## Your goal
Beneath this line is the data. Output exactly the lines from the line with "Trace every road, lane" to the line with "Extract the road", both ends included, and nothing more.

(Beginning of Data under study)

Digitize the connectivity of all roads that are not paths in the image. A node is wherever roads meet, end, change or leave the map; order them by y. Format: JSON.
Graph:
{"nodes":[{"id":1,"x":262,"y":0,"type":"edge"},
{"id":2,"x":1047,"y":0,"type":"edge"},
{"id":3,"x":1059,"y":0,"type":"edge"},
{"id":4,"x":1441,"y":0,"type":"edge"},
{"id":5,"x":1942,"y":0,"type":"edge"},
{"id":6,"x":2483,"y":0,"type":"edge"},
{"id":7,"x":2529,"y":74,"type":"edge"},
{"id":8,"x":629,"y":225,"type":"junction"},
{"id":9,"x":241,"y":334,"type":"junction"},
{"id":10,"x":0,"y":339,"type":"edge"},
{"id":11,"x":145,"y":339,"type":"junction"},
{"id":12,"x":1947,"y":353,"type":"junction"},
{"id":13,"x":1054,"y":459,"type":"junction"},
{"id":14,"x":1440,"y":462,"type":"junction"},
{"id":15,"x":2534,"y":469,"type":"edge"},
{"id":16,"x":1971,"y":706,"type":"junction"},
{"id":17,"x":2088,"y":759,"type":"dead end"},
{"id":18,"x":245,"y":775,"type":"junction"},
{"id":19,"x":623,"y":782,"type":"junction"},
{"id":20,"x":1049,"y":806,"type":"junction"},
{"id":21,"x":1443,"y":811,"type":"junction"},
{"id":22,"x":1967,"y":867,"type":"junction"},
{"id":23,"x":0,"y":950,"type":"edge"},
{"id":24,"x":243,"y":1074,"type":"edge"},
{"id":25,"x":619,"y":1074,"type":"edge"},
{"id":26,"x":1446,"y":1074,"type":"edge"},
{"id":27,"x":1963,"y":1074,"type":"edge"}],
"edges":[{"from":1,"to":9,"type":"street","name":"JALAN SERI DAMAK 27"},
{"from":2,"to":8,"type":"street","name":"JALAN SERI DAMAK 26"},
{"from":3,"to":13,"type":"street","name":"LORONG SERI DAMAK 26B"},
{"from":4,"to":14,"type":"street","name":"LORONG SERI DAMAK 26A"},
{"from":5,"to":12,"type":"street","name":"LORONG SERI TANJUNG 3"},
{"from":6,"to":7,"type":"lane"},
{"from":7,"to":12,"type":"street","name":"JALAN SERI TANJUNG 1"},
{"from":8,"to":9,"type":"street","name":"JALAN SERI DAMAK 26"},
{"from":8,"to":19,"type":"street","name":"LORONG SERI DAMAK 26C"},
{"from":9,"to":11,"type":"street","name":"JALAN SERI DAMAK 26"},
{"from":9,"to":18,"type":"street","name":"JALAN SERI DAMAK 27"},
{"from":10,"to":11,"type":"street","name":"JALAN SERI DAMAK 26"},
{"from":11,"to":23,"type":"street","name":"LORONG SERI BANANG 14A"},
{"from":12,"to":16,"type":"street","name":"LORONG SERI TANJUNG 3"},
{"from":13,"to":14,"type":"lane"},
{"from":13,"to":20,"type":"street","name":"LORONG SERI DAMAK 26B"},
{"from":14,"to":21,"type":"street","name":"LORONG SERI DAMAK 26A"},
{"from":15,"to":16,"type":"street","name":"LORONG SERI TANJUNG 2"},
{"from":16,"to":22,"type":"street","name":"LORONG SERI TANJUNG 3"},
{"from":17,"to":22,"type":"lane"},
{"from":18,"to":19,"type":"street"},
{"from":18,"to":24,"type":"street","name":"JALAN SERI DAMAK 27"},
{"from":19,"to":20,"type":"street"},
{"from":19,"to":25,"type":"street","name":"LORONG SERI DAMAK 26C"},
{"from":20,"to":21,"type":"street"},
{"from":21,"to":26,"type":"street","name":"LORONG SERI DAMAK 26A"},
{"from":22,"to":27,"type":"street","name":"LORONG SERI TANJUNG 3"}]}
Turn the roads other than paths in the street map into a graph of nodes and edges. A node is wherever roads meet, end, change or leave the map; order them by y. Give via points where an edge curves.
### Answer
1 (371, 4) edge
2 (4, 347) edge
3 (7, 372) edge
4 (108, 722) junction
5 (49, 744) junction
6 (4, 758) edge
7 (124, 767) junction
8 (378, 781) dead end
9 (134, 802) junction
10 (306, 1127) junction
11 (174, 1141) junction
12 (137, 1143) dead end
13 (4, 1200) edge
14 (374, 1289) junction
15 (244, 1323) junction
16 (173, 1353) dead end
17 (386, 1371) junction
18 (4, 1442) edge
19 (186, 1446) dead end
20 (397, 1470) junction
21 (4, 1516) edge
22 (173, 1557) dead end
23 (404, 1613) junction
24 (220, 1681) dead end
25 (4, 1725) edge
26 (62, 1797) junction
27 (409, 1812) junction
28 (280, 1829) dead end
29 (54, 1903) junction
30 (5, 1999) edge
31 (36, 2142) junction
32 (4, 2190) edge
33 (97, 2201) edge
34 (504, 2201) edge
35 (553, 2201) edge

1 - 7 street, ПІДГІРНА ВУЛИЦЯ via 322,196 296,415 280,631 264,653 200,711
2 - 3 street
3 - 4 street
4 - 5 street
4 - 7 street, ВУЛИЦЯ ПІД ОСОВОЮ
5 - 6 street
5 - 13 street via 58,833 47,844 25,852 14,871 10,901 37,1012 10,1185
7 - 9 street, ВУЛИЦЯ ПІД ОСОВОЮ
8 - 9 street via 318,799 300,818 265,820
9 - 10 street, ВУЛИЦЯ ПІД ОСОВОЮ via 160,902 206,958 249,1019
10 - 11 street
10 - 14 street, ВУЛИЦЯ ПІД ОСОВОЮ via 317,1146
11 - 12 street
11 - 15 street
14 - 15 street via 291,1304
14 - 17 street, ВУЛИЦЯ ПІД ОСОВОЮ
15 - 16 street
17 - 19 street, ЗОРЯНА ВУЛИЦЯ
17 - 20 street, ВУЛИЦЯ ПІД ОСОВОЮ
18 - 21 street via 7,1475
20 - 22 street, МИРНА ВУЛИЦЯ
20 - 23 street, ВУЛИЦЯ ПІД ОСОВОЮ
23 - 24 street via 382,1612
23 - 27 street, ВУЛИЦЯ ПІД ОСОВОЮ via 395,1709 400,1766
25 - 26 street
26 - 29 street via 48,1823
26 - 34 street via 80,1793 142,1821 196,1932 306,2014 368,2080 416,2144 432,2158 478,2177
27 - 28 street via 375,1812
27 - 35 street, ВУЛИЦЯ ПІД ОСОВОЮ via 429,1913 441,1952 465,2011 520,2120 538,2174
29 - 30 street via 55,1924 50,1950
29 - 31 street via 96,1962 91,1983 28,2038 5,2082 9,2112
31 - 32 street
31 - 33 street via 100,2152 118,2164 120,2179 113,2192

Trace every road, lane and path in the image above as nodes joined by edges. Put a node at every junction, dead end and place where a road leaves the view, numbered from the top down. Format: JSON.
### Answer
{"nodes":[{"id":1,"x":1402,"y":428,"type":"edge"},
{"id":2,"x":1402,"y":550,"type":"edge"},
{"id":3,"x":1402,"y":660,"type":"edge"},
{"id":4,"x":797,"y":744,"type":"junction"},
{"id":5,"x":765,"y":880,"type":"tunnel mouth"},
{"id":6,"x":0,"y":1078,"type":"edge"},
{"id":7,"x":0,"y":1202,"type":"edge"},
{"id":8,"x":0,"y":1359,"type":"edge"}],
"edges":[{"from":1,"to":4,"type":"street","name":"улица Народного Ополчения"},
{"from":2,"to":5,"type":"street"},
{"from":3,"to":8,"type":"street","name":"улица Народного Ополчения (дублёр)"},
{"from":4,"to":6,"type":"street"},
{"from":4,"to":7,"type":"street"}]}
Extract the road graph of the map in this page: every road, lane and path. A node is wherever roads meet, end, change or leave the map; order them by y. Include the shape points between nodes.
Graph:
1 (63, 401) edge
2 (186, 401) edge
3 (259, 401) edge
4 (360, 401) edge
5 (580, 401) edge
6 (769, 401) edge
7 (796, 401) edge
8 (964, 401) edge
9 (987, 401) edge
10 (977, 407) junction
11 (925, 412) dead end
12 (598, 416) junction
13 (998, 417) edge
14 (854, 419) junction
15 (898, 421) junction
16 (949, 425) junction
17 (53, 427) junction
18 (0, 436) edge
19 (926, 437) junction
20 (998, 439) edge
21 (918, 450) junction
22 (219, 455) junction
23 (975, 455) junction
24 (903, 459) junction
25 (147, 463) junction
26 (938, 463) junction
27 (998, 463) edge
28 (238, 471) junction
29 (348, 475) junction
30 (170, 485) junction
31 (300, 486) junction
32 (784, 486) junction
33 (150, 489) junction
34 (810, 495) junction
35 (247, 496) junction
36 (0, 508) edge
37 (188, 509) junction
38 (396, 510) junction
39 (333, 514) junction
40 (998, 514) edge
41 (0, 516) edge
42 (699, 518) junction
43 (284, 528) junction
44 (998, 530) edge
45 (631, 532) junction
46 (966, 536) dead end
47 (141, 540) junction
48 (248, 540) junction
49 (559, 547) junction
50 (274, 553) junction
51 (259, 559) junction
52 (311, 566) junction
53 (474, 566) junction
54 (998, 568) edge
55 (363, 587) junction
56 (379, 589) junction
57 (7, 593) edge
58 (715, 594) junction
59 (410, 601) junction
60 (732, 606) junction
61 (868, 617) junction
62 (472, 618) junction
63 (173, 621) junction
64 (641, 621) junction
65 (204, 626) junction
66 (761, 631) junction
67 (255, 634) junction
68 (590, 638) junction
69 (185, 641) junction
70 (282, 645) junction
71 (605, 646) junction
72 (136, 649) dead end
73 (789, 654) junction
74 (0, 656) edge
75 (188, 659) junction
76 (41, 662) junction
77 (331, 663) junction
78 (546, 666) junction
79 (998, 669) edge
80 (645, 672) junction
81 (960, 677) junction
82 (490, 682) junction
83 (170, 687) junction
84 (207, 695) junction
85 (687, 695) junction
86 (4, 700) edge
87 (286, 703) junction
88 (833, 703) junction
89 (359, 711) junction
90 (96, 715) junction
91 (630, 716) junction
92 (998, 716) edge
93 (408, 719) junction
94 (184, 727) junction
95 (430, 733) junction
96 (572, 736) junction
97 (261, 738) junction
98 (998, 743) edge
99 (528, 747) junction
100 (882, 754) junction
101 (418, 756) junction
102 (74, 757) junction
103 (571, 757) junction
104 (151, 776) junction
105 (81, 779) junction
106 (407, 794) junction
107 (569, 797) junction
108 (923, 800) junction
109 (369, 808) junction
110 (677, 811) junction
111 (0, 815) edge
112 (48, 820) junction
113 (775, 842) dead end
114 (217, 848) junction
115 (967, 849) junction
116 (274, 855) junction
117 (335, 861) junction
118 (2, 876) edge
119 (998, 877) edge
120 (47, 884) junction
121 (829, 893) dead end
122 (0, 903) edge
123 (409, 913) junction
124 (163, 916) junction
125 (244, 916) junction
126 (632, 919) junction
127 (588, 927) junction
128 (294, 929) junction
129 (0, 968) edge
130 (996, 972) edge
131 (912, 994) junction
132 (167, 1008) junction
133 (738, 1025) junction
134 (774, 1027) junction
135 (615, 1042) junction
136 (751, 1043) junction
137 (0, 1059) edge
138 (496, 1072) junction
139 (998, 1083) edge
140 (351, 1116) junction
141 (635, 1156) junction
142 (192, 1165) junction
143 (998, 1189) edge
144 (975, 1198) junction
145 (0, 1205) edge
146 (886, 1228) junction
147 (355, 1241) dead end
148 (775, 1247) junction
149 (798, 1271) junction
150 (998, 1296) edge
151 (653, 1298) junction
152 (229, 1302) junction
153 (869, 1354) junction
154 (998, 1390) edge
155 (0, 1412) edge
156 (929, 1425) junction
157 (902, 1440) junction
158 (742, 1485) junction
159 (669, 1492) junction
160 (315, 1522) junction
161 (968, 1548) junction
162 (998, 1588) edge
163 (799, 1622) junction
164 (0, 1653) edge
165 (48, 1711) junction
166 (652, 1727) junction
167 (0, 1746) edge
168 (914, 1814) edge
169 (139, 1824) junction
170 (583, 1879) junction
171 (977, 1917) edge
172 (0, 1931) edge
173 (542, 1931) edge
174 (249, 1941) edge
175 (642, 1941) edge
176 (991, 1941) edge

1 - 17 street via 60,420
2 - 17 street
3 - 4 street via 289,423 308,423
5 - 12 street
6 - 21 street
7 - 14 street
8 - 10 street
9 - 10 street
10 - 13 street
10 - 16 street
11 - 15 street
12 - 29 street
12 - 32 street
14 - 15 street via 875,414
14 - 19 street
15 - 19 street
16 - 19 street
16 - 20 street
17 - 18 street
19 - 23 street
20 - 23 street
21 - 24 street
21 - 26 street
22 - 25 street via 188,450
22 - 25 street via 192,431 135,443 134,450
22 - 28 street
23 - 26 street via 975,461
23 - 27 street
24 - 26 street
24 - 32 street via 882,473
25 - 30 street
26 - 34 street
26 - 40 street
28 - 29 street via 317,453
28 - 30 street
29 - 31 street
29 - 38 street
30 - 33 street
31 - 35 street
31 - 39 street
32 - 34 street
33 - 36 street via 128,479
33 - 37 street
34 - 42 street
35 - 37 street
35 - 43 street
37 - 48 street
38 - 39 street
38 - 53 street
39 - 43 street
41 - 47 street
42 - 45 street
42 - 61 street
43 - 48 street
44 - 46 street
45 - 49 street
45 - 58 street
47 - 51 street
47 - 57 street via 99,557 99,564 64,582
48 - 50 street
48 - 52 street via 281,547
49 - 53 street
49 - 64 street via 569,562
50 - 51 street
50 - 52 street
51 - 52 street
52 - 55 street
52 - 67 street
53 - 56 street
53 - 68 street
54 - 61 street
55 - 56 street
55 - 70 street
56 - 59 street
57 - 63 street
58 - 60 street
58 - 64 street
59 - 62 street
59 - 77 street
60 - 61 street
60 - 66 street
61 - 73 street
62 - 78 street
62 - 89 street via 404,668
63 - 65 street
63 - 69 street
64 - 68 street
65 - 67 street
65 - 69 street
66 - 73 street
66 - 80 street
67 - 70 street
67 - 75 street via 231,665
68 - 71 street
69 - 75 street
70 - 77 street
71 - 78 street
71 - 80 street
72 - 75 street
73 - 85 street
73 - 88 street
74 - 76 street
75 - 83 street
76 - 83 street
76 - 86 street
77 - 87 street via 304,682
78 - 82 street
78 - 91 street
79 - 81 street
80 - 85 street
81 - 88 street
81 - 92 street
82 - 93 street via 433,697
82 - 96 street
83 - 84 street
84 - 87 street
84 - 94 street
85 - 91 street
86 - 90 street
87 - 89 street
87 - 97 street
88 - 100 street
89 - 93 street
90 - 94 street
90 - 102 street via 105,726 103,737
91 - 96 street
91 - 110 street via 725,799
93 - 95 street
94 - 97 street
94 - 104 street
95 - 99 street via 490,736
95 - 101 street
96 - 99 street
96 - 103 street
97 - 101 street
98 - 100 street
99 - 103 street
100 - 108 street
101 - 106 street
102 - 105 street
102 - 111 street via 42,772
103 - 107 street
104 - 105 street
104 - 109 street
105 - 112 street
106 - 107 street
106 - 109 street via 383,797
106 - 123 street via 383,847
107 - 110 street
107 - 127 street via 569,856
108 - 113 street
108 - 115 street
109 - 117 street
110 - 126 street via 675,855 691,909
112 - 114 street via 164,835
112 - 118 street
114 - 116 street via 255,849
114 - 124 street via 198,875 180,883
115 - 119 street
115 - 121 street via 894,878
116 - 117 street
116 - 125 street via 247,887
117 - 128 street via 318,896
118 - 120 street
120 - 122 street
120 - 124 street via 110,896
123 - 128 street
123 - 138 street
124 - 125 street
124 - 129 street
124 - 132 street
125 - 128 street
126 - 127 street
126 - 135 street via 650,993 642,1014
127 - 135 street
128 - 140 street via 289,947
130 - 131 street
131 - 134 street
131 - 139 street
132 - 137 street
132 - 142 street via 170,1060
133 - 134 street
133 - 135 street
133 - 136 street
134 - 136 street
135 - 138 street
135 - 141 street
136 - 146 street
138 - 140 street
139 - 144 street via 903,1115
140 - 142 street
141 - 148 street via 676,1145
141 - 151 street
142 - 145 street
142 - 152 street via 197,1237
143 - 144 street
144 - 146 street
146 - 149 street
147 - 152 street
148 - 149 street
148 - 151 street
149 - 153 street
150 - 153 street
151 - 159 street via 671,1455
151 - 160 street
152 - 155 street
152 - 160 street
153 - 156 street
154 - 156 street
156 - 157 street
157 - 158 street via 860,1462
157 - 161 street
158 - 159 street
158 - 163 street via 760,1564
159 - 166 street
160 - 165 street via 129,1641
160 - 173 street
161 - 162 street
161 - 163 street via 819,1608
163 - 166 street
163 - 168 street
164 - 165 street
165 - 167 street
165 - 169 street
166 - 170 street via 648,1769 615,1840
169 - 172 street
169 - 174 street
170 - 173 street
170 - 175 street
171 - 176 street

(End of Data under study)

## Reply to the task
Trace every road, lane and path in the image above as nodes joined by edges. Put a node at every junction, dead end and place where a road leaves the view, numbered from the top down. Format: JSON.
### Answer
{"nodes":[{"id":1,"x":1402,"y":428,"type":"edge"},
{"id":2,"x":1402,"y":550,"type":"edge"},
{"id":3,"x":1402,"y":660,"type":"edge"},
{"id":4,"x":797,"y":744,"type":"junction"},
{"id":5,"x":765,"y":880,"type":"tunnel mouth"},
{"id":6,"x":0,"y":1078,"type":"edge"},
{"id":7,"x":0,"y":1202,"type":"edge"},
{"id":8,"x":0,"y":1359,"type":"edge"}],
"edges":[{"from":1,"to":4,"type":"street","name":"улица Народного Ополчения"},
{"from":2,"to":5,"type":"street"},
{"from":3,"to":8,"type":"street","name":"улица Народного Ополчения (дублёр)"},
{"from":4,"to":6,"type":"street"},
{"from":4,"to":7,"type":"street"}]}
Extract the road graph of the map in this page: every road, lane and path. A node is wherever roads meet, end, change or leave the map; order them by y. Include the shape points between nodes.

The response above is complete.